• Input records:

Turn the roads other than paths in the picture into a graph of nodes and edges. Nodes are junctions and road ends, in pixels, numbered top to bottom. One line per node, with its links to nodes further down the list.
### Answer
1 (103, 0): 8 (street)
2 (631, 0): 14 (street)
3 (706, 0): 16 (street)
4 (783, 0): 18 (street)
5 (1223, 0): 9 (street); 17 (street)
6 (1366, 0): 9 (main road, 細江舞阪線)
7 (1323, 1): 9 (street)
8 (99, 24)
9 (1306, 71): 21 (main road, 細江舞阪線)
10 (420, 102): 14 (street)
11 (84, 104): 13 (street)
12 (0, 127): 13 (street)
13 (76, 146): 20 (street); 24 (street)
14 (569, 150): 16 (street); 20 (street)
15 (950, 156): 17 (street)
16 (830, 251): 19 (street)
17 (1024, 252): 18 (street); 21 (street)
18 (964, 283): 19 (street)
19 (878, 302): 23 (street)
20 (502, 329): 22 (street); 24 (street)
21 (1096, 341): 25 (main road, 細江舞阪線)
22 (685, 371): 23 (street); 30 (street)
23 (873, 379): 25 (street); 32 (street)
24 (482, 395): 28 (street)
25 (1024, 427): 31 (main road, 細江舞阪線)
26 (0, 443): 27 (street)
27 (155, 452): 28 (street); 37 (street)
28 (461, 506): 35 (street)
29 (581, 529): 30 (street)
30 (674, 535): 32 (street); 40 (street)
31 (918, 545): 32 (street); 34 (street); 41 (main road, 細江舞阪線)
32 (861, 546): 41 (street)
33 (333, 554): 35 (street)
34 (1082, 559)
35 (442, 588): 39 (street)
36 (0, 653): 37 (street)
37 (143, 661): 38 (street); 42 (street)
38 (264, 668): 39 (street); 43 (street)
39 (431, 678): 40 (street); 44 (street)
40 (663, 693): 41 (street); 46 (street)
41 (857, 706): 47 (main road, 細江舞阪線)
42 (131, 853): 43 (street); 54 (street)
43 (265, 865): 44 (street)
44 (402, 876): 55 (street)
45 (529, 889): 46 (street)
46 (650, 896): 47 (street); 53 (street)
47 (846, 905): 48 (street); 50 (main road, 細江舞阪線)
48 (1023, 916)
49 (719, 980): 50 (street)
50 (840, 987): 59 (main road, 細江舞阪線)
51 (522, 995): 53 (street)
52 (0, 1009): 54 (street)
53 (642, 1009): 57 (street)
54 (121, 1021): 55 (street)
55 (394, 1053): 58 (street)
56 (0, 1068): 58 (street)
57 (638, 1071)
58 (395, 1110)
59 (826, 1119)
---
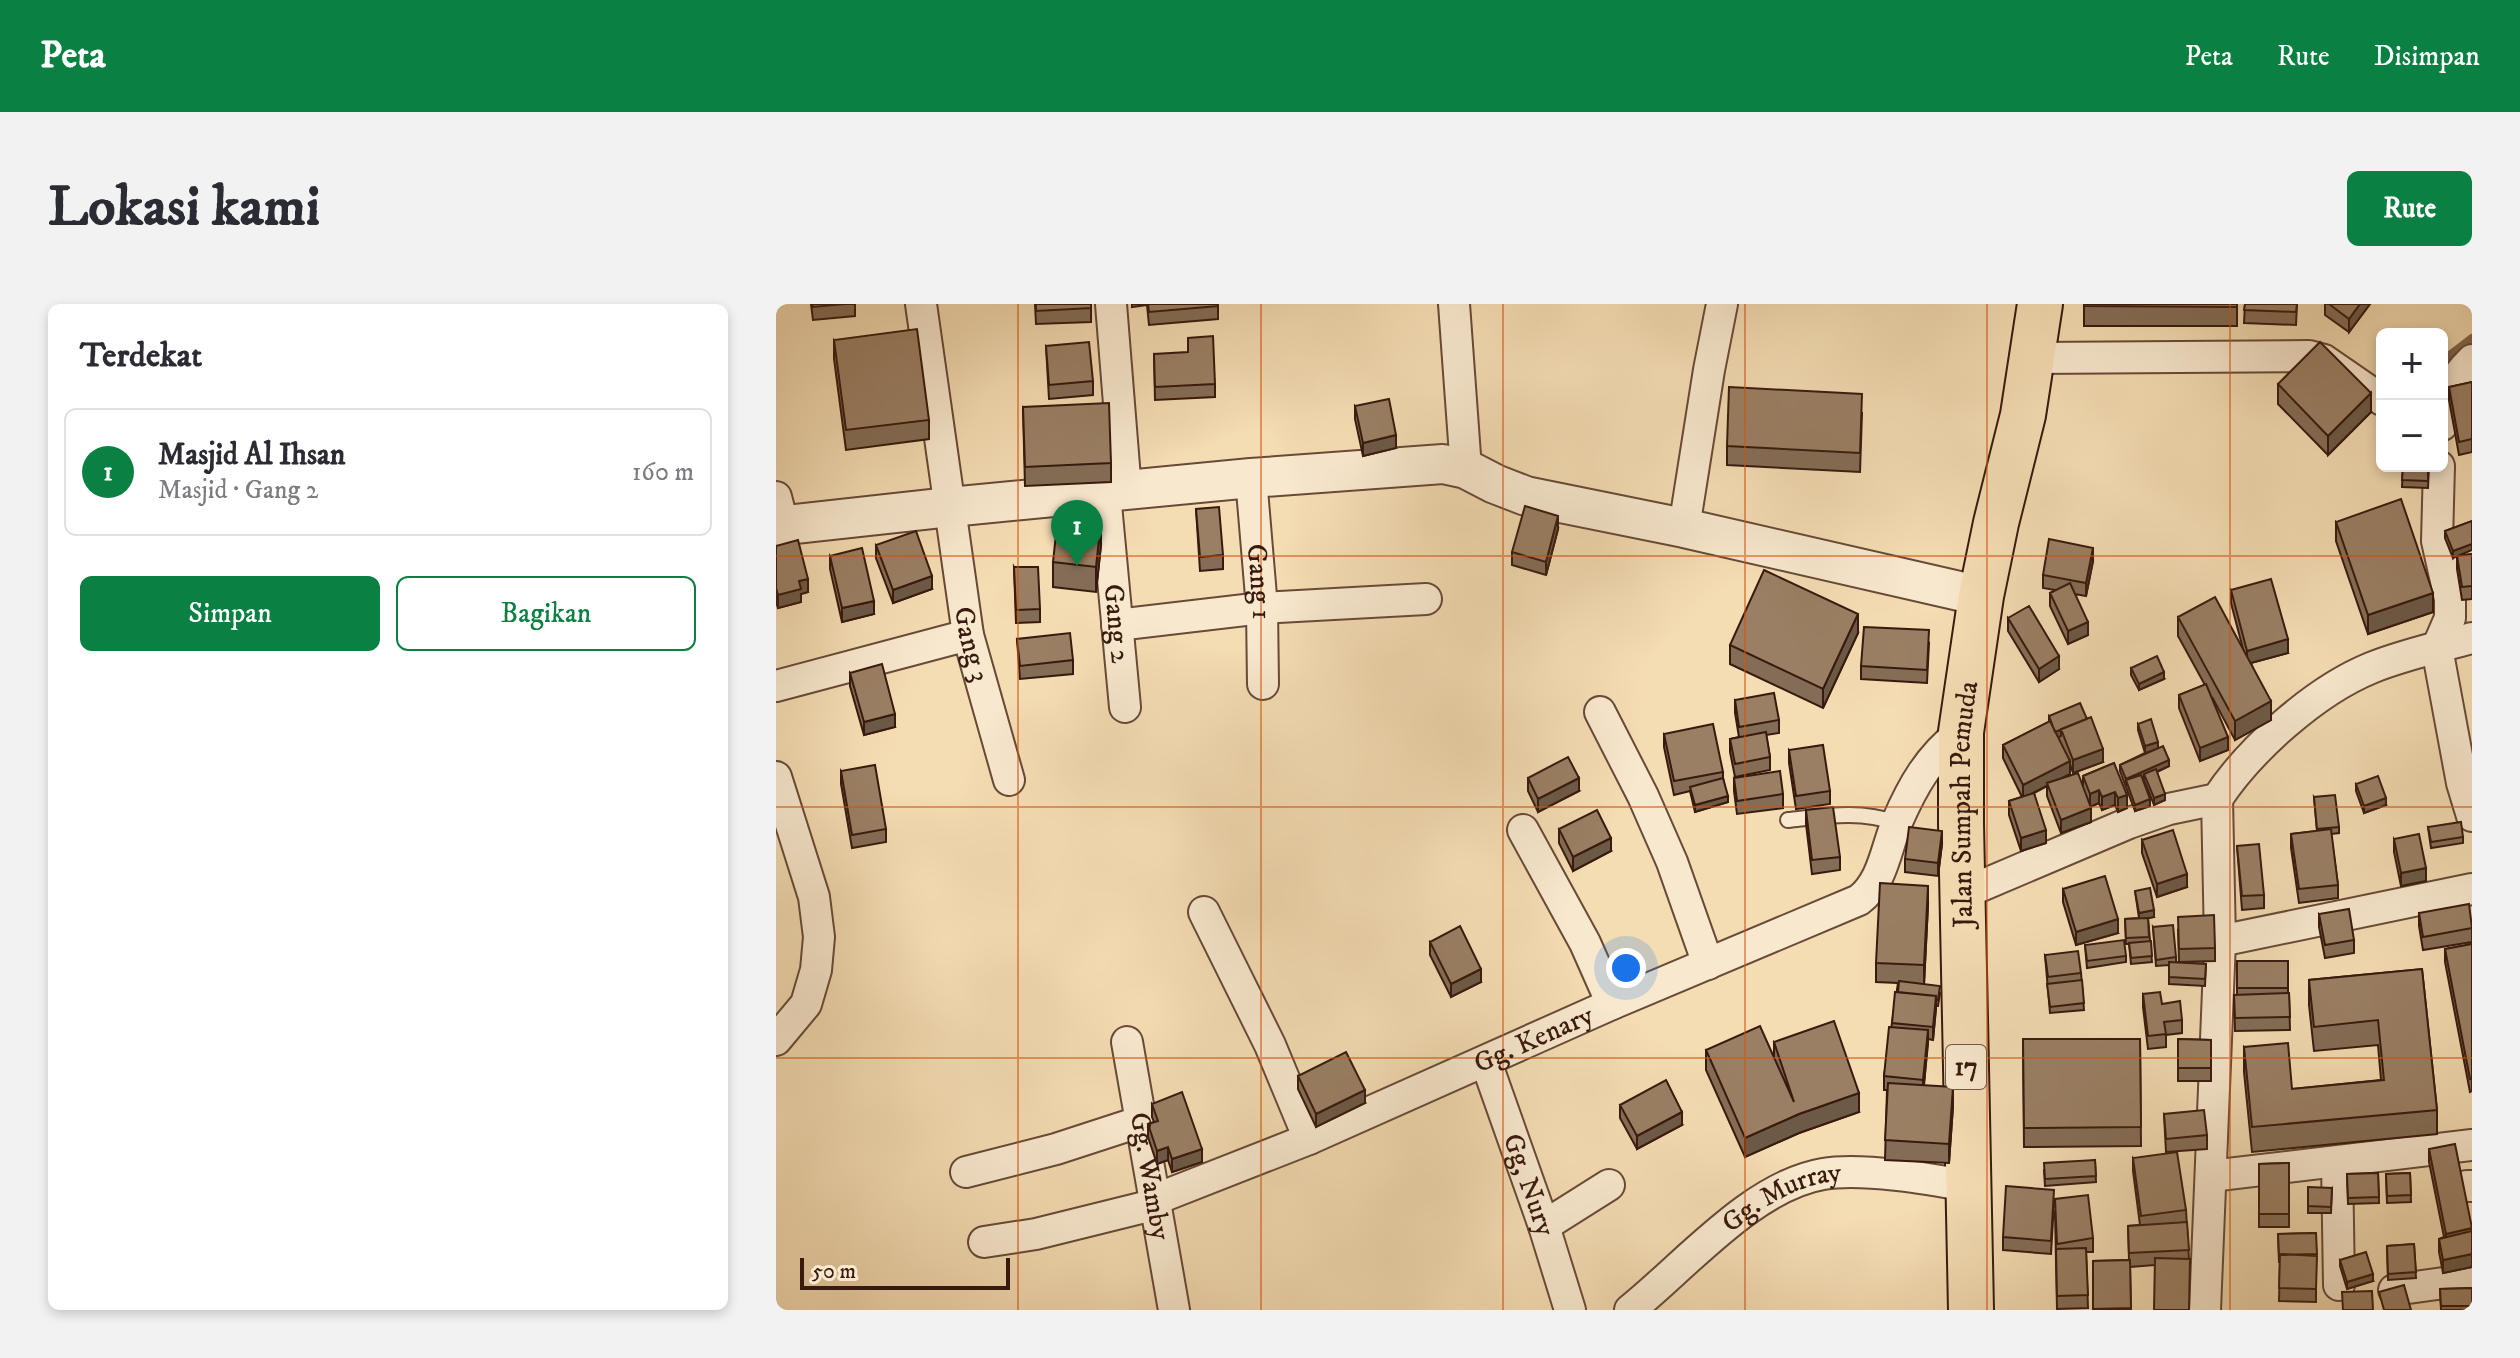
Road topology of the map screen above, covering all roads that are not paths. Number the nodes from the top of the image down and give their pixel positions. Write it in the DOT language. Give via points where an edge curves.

• The task: Using the listing above, pull out all lines that hold the word "nodes".

• Reply:
Turn the roads other than paths in the picture into a graph of nodes and edges. Nodes are junctions and road ends, in pixels, numbered top to bottom. One line per node, with its links to nodes further down the list.
Road topology of the map screen above, covering all roads that are not paths. Number the nodes from the top of the image down and give their pixel positions. Write it in the DOT language. Give via points where an edge curves.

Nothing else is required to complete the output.